That’s when scientists should receive what amounts to a text message from space.
Scientists are counting on the Odyssey orbiter -- which threw scientists for a bit of a loop several weeks ago when it experienced a glitch -- to relay data back to Earth telling them where Curiosity is, within a kilometer or two, and how hard it landed.
But even before that, there could be clues of good progress. At about 10:14 p.m., Mission Control should receive confirmation that the cruise stage of the spacecraft carrying the rover has separated. A message could arrive at 10:24 p.m. that Curiosity has entered the Martian atmosphere – when the clock on the “seven minutes of terror” begins ticking.
PHOTOS: A rover called Curiosity
Odyssey, one of the robotic spacecrafts that orbit Mars, had problems in early June with an instrument used to orient the satellite. NASA made one attempt to re-sync Odyssey, which failed, according to sources at the time.

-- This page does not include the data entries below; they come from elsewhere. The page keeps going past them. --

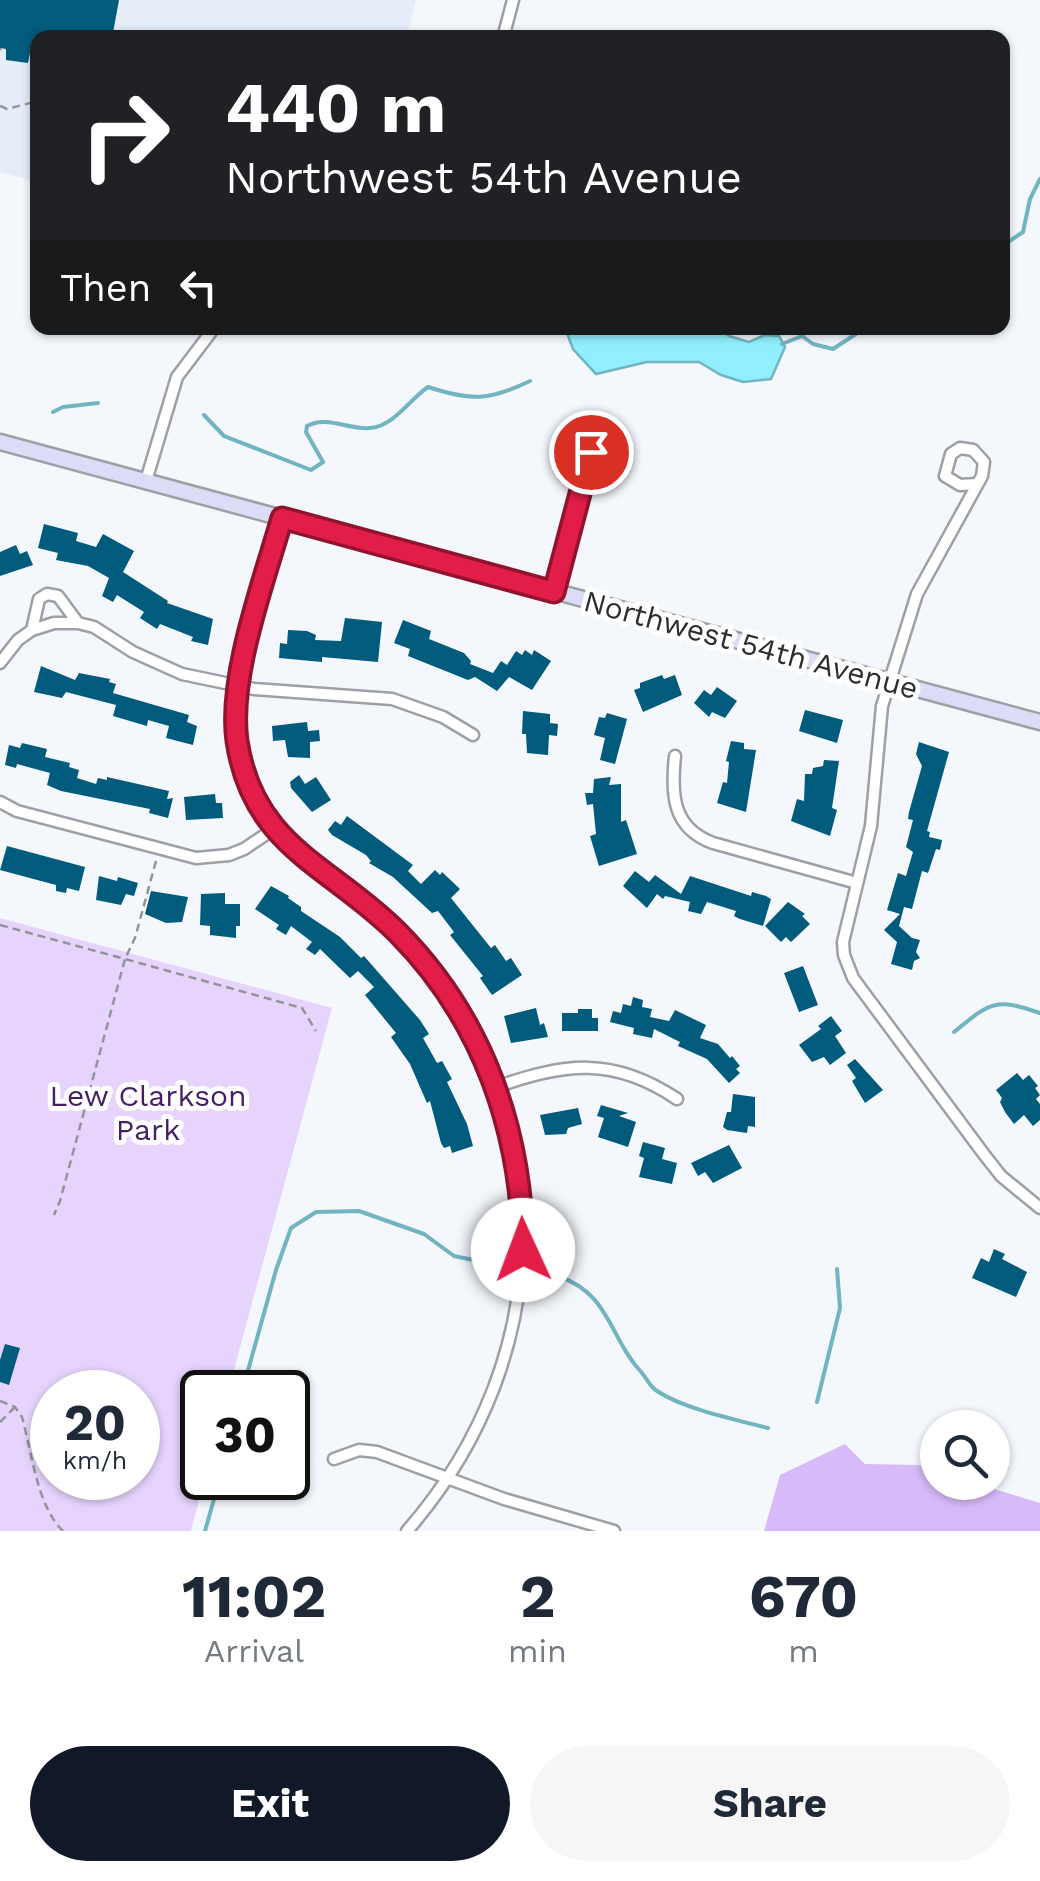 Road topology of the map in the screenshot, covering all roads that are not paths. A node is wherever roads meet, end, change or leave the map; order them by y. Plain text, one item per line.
1 (513, 0) edge
2 (505, 30) edge
3 (209, 335) edge
4 (0, 442) edge
5 (591, 452) dead end
6 (146, 481) junction
7 (977, 484) dead end
8 (282, 518) junction
9 (554, 592) junction
10 (78, 623) junction
11 (32, 630) junction
12 (0, 663) edge
13 (888, 682) junction
14 (239, 686) junction
15 (1040, 722) edge
16 (473, 734) dead end
17 (674, 756) dead end
18 (0, 802) edge
19 (274, 829) junction
20 (857, 884) junction
21 (496, 1087) junction
22 (677, 1099) dead end
23 (1040, 1208) edge
24 (334, 1459) dead end
25 (449, 1480) junction
26 (407, 1531) edge
27 (614, 1531) edge

1 - 2 street
3 - 6 street
4 - 6 street, Northwest 54th Avenue
5 - 9 street
6 - 8 street, Northwest 54th Avenue
7 - 13 street
8 - 9 street, Northwest 54th Avenue
8 - 14 street
9 - 13 street, Northwest 54th Avenue
10 - 11 street
10 - 11 street
10 - 14 street
11 - 12 street
13 - 15 street, Northwest 54th Avenue
13 - 20 street
14 - 16 street
14 - 19 street
17 - 20 street
18 - 19 street
19 - 21 street
20 - 23 street
21 - 22 street
21 - 25 street
24 - 25 street
25 - 26 street
25 - 27 street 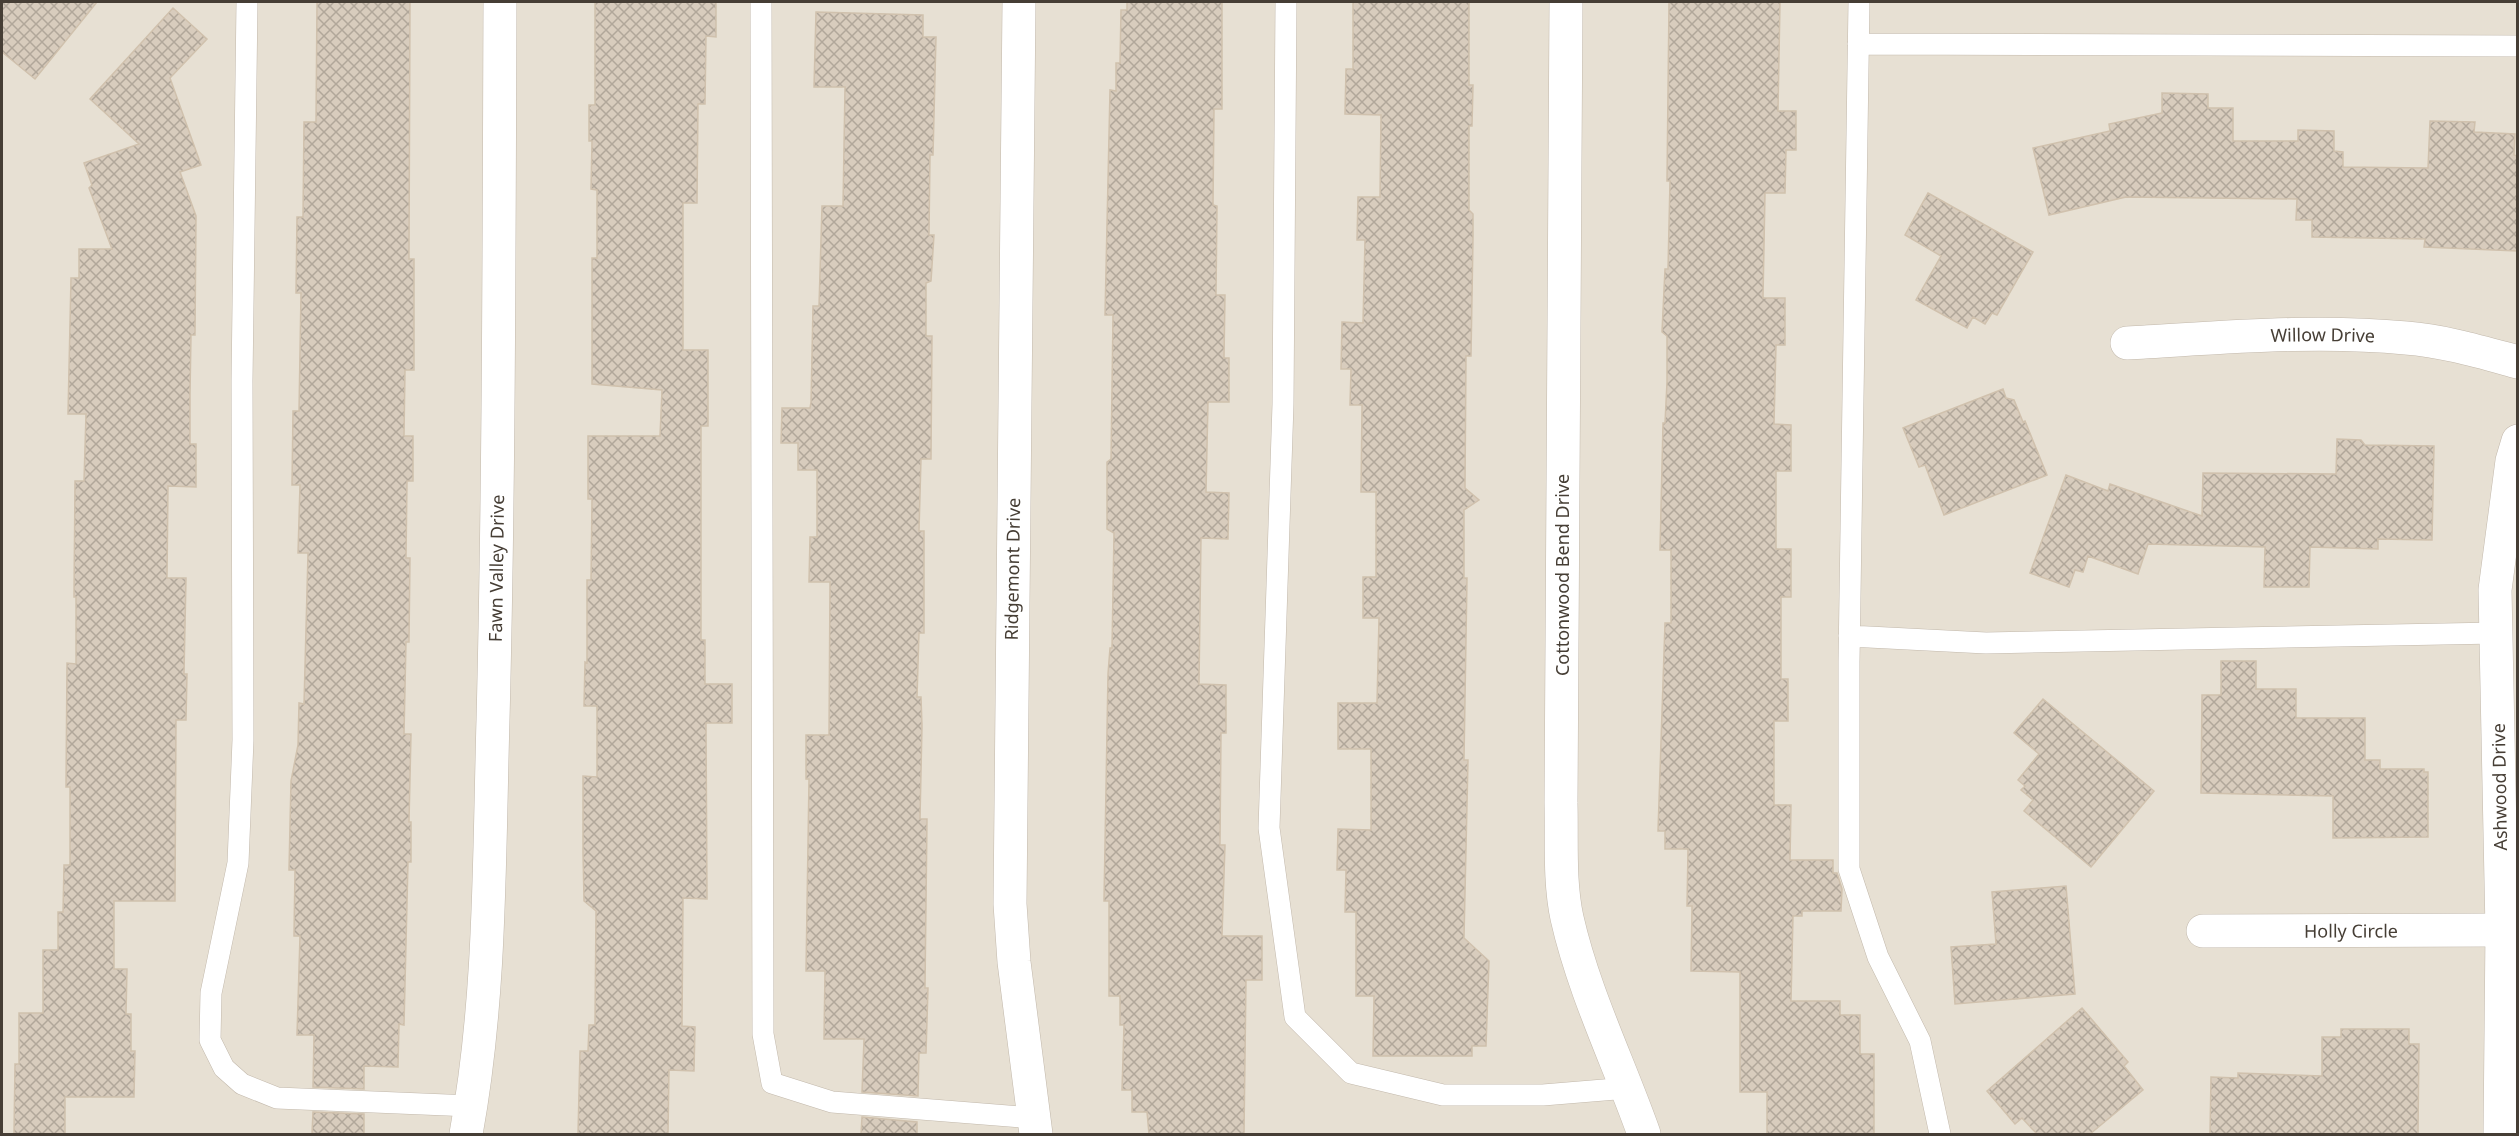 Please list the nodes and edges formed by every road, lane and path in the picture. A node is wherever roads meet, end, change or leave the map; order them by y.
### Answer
1 (247, 2) edge
2 (500, 2) edge
3 (761, 2) edge
4 (1019, 2) edge
5 (1286, 2) edge
6 (1566, 2) edge
7 (1859, 2) edge
8 (1858, 44) junction
9 (2517, 46) edge
10 (2127, 344) dead end
11 (2517, 362) edge
12 (2517, 441) edge
13 (2496, 633) junction
14 (1849, 636) junction
15 (2502, 930) junction
16 (2203, 931) dead end
17 (1628, 1088) junction
18 (468, 1120) edge
19 (1035, 1126) edge
20 (1644, 1134) edge
21 (1940, 1134) edge
22 (2500, 1134) edge

1 - 18 lane
2 - 18 street, Fawn Valley Drive
3 - 19 lane
4 - 19 street, Ridgemont Drive
5 - 17 lane
6 - 17 street, Cottonwood Bend Drive
7 - 8 lane
8 - 9 lane
8 - 14 lane
10 - 11 street, Willow Drive
12 - 13 street, Ashwood Drive
13 - 14 lane
13 - 15 street, Ashwood Drive
14 - 21 lane
15 - 16 street, Holly Circle
15 - 22 street, Ashwood Drive
17 - 20 street, Cottonwood Bend Drive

But deputy project director Ashwin Vasavada told The Times on Saturday afternoon that Odyssey is back in sync.
Timely information from the orbiter is indeed the best-case scenario, Vasavada said by email -- “assuming the communications link works as we expect.”
If that link fails, and Odyssey is unable to relay signals telling of Curiosity’s fate, information on whether the rover lived or died will not come until about two hours later. Scientists expect to know Sunday in advance of the landing, however, whether Odyssey will be unavailable to help.
INTERACTIVE: From liftoff to landing
Over the last few days, scientists on the Mars Science Laboratory team have been spending a chunk of time looking beyond the much-talked-about landing of the rover.
“The rover operations and science teams have been busy this week finalizing the plans for the first few weeks on Mars,” Vasavada said Friday.
Vasavada said scientists at JPL would be “hovering over checklists and scripts in the next weeks, before it becomes more of a free-form process, driven by what Mars puts in front of us and what discoveries we’re making.”
“Those first critical weeks are highly scripted,” he said, “so that we carefully check out every inch of the rover and its payload before heading off to explore Gale Crater.”
Curiosity is set to land near Gale, a great place for delving into the possibility that Mars once had the water to potentially support life. There’s a mound at the crater that Vasavada, in an earlier interview, likened to “a book that has chapters from all the major parts of Mars history.”
Vasavada admitted to a sense of disbelief at this point in the mission.
“We’ve actually run the mission at Mars many times using our spare rover at JPL,” he said. “I’ve become so used to these rehearsals, I have to keep reminding myself that all the motions we’re going through this week are the real thing! When we get that first picture of our wheels on Mars, there won’t be any doubt.”
ALSO:
Mars exploration: Built on a good amount of failure
Right about now, at least one NASA engineer is ‘sweating blood’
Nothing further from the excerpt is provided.